*Information provided:*

--

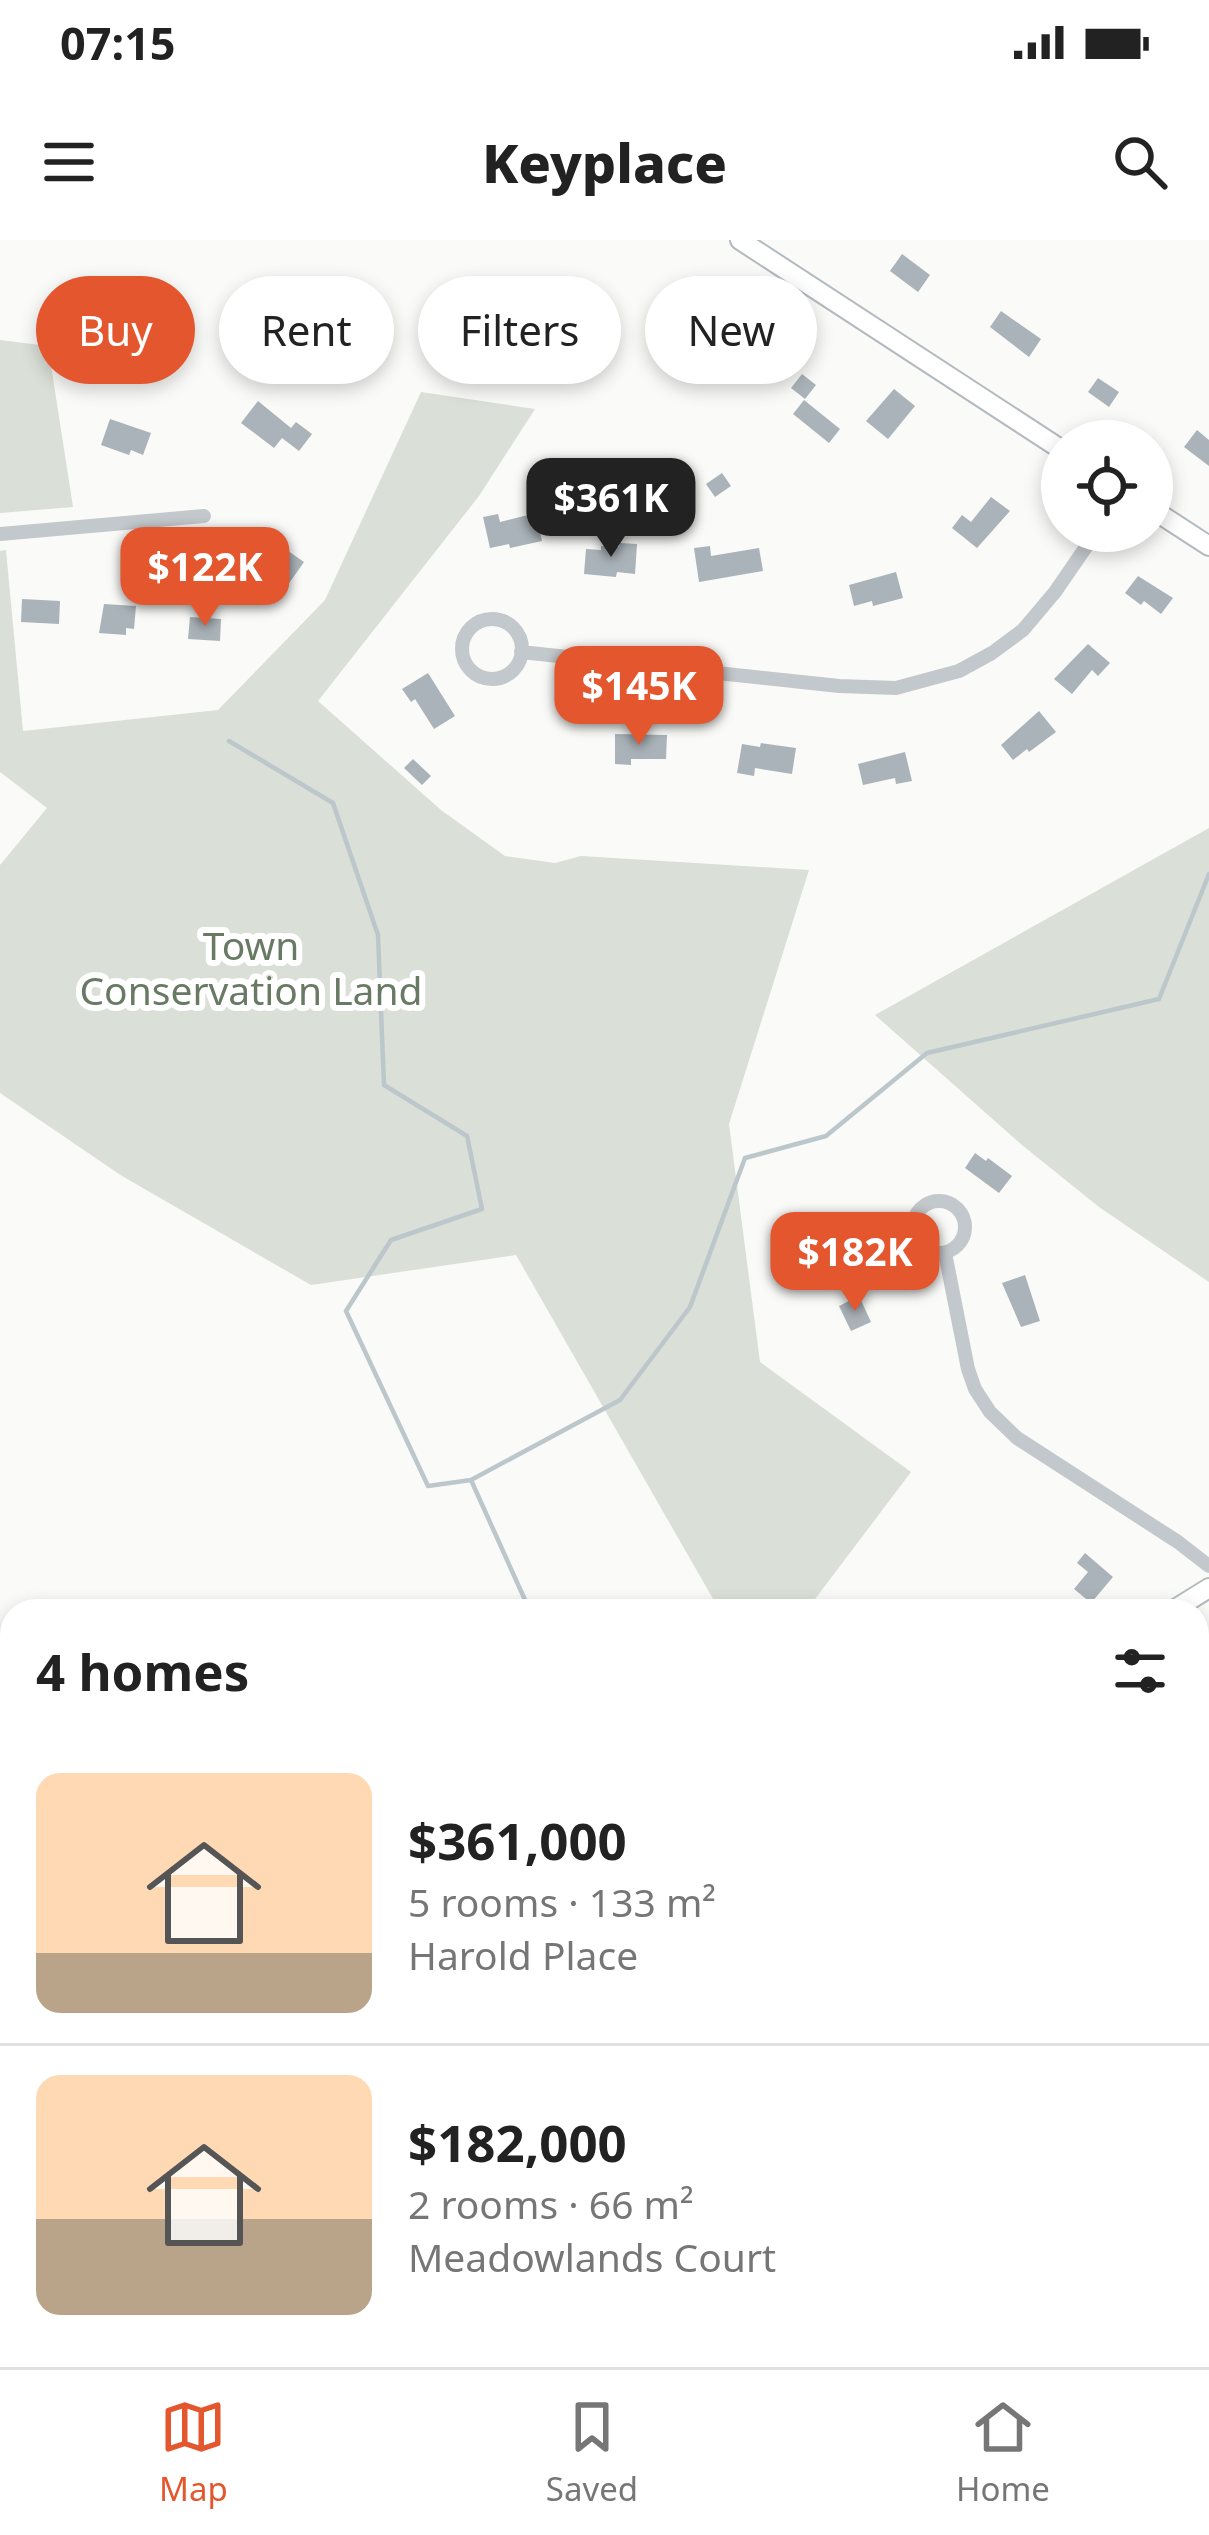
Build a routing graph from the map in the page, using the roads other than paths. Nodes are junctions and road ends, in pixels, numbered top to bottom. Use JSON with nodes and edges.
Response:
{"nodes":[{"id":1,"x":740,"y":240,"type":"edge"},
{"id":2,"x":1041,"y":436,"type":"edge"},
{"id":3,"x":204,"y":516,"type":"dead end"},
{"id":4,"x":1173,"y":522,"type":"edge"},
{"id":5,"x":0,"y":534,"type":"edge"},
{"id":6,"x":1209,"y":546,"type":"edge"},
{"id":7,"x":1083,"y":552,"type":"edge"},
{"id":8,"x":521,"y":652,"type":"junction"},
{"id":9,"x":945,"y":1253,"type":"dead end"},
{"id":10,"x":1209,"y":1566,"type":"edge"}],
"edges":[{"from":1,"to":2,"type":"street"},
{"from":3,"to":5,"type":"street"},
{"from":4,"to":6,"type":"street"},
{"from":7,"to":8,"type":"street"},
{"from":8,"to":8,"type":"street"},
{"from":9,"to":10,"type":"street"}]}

--

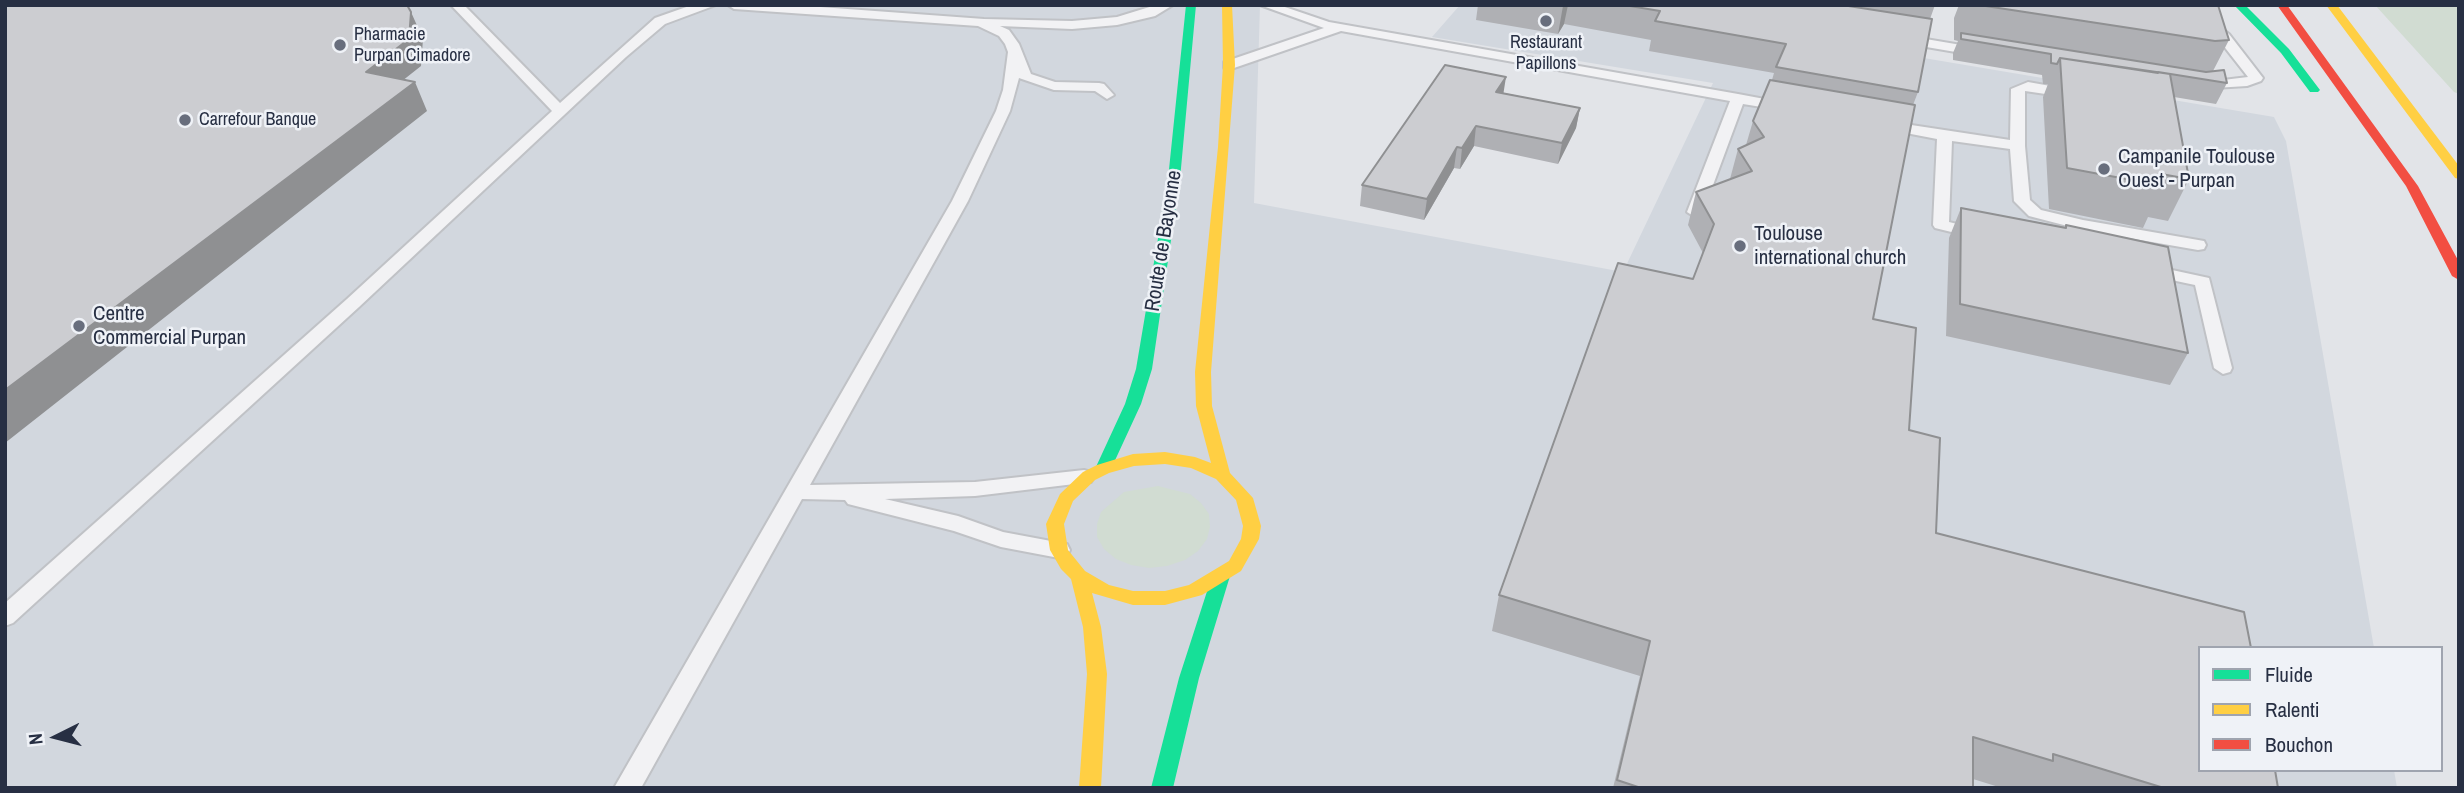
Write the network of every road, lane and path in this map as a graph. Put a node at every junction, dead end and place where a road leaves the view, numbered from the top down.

--

*Task goal:* Where a line of the records holds the word "graph", copy that line.

*Answer to this problem:*
Build a routing graph from the map in the page, using the roads other than paths. Nodes are junctions and road ends, in pixels, numbered top to bottom. Use JSON with nodes and edges.
Write the network of every road, lane and path in this map as a graph. Put a node at every junction, dead end and place where a road leaves the view, numbered from the top down.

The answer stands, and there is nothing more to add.